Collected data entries
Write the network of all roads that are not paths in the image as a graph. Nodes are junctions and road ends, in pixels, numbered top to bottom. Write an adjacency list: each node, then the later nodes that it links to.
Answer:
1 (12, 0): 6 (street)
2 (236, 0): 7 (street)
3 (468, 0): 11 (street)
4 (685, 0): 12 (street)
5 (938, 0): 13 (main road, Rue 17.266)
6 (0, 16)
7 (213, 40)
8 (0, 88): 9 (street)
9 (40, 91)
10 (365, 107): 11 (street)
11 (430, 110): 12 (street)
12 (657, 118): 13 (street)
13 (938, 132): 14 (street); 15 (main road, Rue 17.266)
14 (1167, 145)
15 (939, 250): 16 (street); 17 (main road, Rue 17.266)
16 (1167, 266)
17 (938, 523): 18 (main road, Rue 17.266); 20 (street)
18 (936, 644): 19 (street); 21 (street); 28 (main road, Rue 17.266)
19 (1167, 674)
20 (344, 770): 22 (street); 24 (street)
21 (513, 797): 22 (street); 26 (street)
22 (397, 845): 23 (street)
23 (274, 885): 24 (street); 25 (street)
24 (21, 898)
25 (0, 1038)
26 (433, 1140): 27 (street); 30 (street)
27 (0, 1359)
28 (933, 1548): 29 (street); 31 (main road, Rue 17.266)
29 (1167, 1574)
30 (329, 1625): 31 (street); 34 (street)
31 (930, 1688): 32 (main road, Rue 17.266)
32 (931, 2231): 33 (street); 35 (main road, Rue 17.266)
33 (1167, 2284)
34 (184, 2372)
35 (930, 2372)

◆ EXERCISE ◆
Pull out each record as written and restate it exactly.

◆ ANSWER ◆
Write the network of all roads that are not paths in the image as a graph. Nodes are junctions and road ends, in pixels, numbered top to bottom. Write an adjacency list: each node, then the later nodes that it links to.
Answer:
1 (12, 0): 6 (street)
2 (236, 0): 7 (street)
3 (468, 0): 11 (street)
4 (685, 0): 12 (street)
5 (938, 0): 13 (main road, Rue 17.266)
6 (0, 16)
7 (213, 40)
8 (0, 88): 9 (street)
9 (40, 91)
10 (365, 107): 11 (street)
11 (430, 110): 12 (street)
12 (657, 118): 13 (street)
13 (938, 132): 14 (street); 15 (main road, Rue 17.266)
14 (1167, 145)
15 (939, 250): 16 (street); 17 (main road, Rue 17.266)
16 (1167, 266)
17 (938, 523): 18 (main road, Rue 17.266); 20 (street)
18 (936, 644): 19 (street); 21 (street); 28 (main road, Rue 17.266)
19 (1167, 674)
20 (344, 770): 22 (street); 24 (street)
21 (513, 797): 22 (street); 26 (street)
22 (397, 845): 23 (street)
23 (274, 885): 24 (street); 25 (street)
24 (21, 898)
25 (0, 1038)
26 (433, 1140): 27 (street); 30 (street)
27 (0, 1359)
28 (933, 1548): 29 (street); 31 (main road, Rue 17.266)
29 (1167, 1574)
30 (329, 1625): 31 (street); 34 (street)
31 (930, 1688): 32 (main road, Rue 17.266)
32 (931, 2231): 33 (street); 35 (main road, Rue 17.266)
33 (1167, 2284)
34 (184, 2372)
35 (930, 2372)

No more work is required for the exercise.